Well, usually it would be because they so adored Reverend Jen. She was really a cult leader and she had a group of social misfits who would go to her open mike every week. And I think by referring to herself as Saint Reverend Jen she tapped into the subconscious need for authority by these very weak-willed individuals who were basically art cripples, and the same 20 art cripples would come every week to her open mike.

Can do you define that?

I guess people who have been crushed by the circumstances of their upbringing yet have a need to lash out at the world in creative ways, and sometimes they're quite extraordinary in their ability to exaggerate and embody elements of psychosis and characterization.

Savants in a way?

Idiot savants....

I think that casting is really important. I feel that it's important to sympathize and be very caring and gentle with actors. But I did discover that most of these people were too lazy to memorize the lines so I would be spending all this time writing out idiot cards for them. But most of them were pretty good at hiding the fact that they were reading.

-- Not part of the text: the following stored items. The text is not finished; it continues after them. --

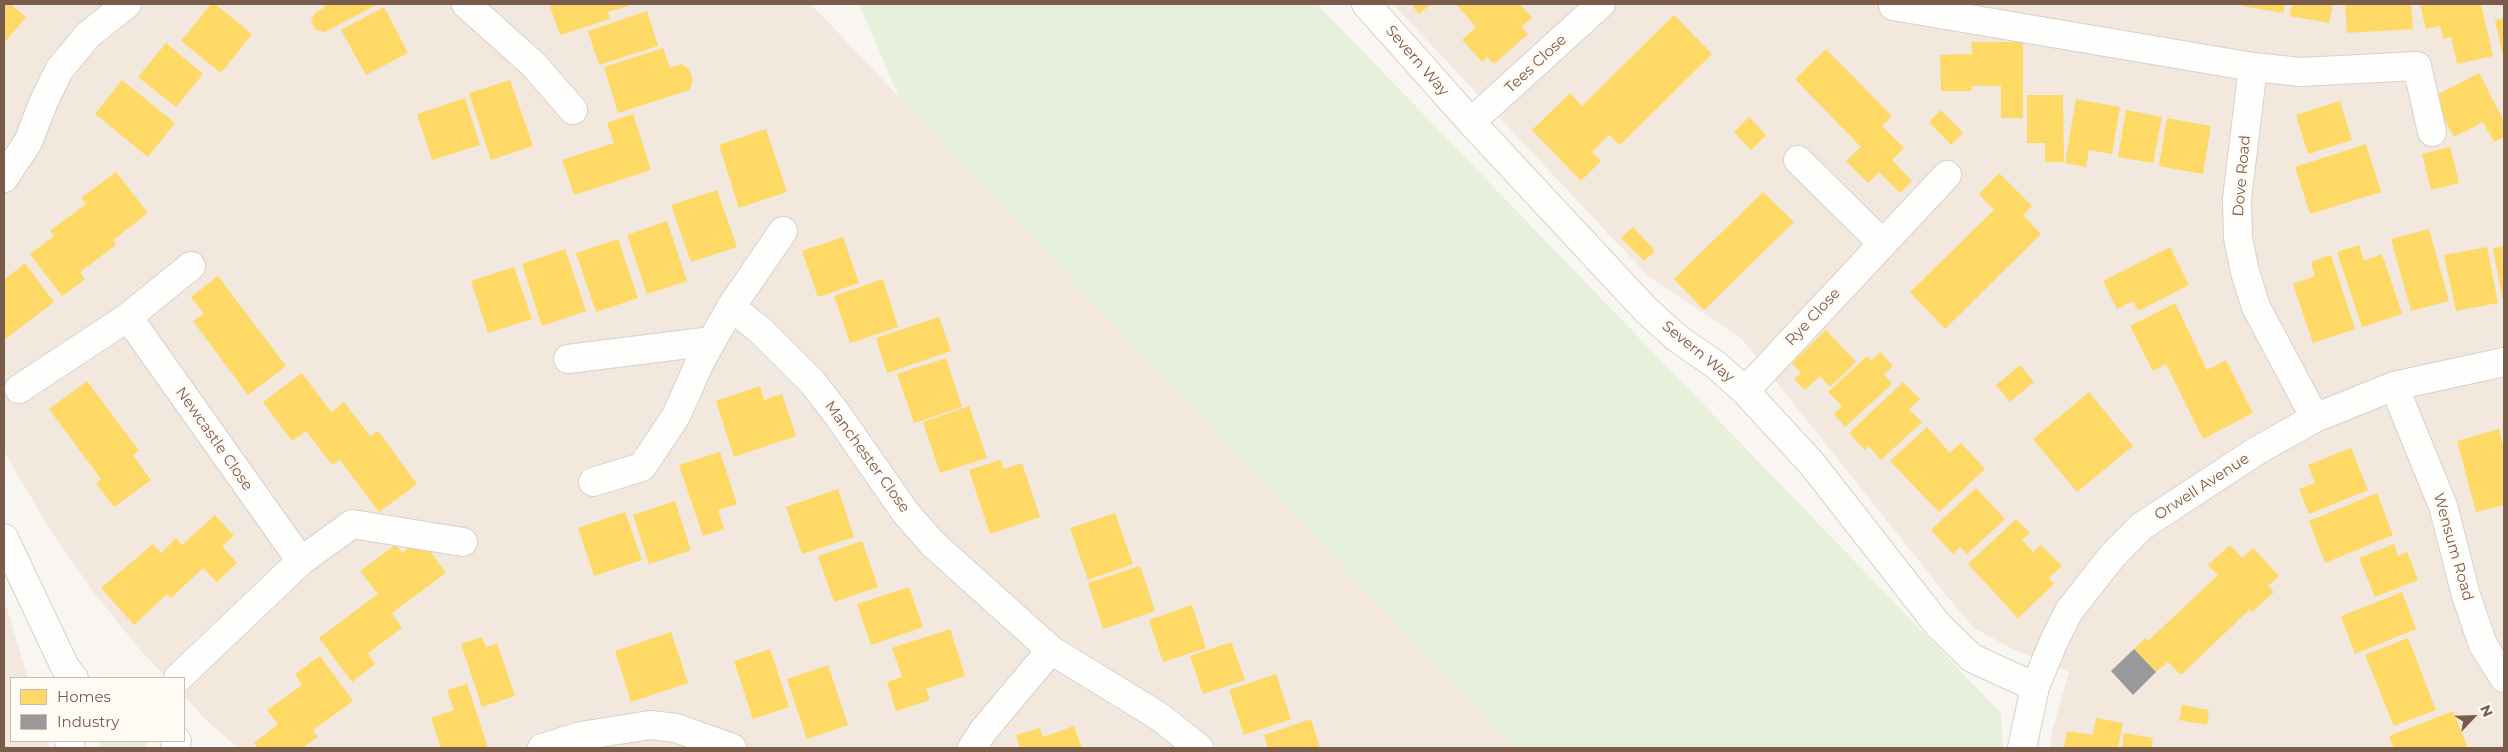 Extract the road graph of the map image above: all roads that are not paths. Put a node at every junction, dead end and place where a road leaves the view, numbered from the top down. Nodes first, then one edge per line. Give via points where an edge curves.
1 (127, 4) edge
2 (466, 4) edge
3 (1366, 4) edge
4 (1601, 4) edge
5 (1893, 6) dead end
6 (2253, 66) junction
7 (572, 110) dead end
8 (1471, 122) junction
9 (2432, 132) dead end
10 (1798, 160) dead end
11 (1947, 175) dead end
12 (4, 178) edge
13 (783, 231) dead end
14 (1882, 242) junction
15 (191, 266) dead end
16 (731, 306) junction
17 (128, 317) junction
18 (706, 351) junction
19 (568, 359) dead end
20 (2504, 362) edge
21 (2394, 386) junction
22 (19, 389) dead end
23 (1745, 391) junction
24 (2315, 418) junction
25 (593, 482) dead end
26 (4, 538) edge
27 (463, 542) dead end
28 (301, 561) junction
29 (1051, 650) junction
30 (73, 677) edge
31 (179, 677) edge
32 (2504, 678) edge
33 (2035, 687) junction
34 (542, 748) edge
35 (732, 748) edge
36 (972, 748) edge
37 (1199, 748) edge
38 (2022, 748) edge

1 - 12 street via 88,35 59,70 28,142
2 - 7 street via 534,65
3 - 8 street, Severn Way
4 - 8 street, Tees Close
5 - 6 street
6 - 9 street via 2301,72 2417,66
6 - 24 street, Dove Road via 2237,199 2238,238 2256,307
8 - 23 street, Severn Way via 1646,310
10 - 14 street
11 - 14 street, Rye Close
13 - 16 street
14 - 23 street, Rye Close
15 - 17 street
16 - 18 street
16 - 29 street, Manchester Close via 813,383 905,512 933,544
17 - 22 street
17 - 28 street, Newcastle Close
18 - 19 street
18 - 25 street via 676,416 642,467
20 - 21 street, Orwell Avenue
21 - 24 street, Orwell Avenue
21 - 32 street, Wensum Road via 2443,506 2466,595 2483,645
23 - 33 street, Severn Way via 1813,465 1938,625 1972,658
24 - 33 street, Orwell Avenue via 2258,450 2142,526 2113,554 2070,611
26 - 30 street via 65,667
27 - 28 street via 352,524
28 - 31 street
29 - 36 street
29 - 37 street, Manchester Close via 1160,717
33 - 38 street, Orwell Avenue
34 - 35 street via 581,736 650,725 676,728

 What's your family experience been like? 

Seeing a child grow is a really fascinating experience and it's really beautiful, something I never imagined experiencing, so that also gives me a reason to live. I mean in a way it's narcissistic because you have this child who reminds you of yourself but in a more innocent way, and it brings back memories of being a child and enables me to be childlike. So I think it can be really positive. I mean nothing's perfect. You find dishonesty among children too. But he's mostly honest and he's very creative. I mean I'm really impressed with his drawings and paintings and he's really interested in singing and music, and he has good taste in music.

 So, what are you looking to do next?

I don't know what's next. I never can predict. Last year I shot 12 music videos. The year before that I acted in a vampire movie. The year before that I was doing all these paintings, so I don't know what's next.

Two years ago I was approached by a photographer from England who wanted me to model for a magazine. She wanted me to wear Balenciaga designs and and they flew me to Paris for one day and I posed in these Balenciaga outfits, some of which, the material was manufactured in the Vatican. It was bizarre. That was in some glossy fashion magazine that looked like a phone book and they paid me a thousand dollars I think. I never would have expected that to happen. So who knows what's next.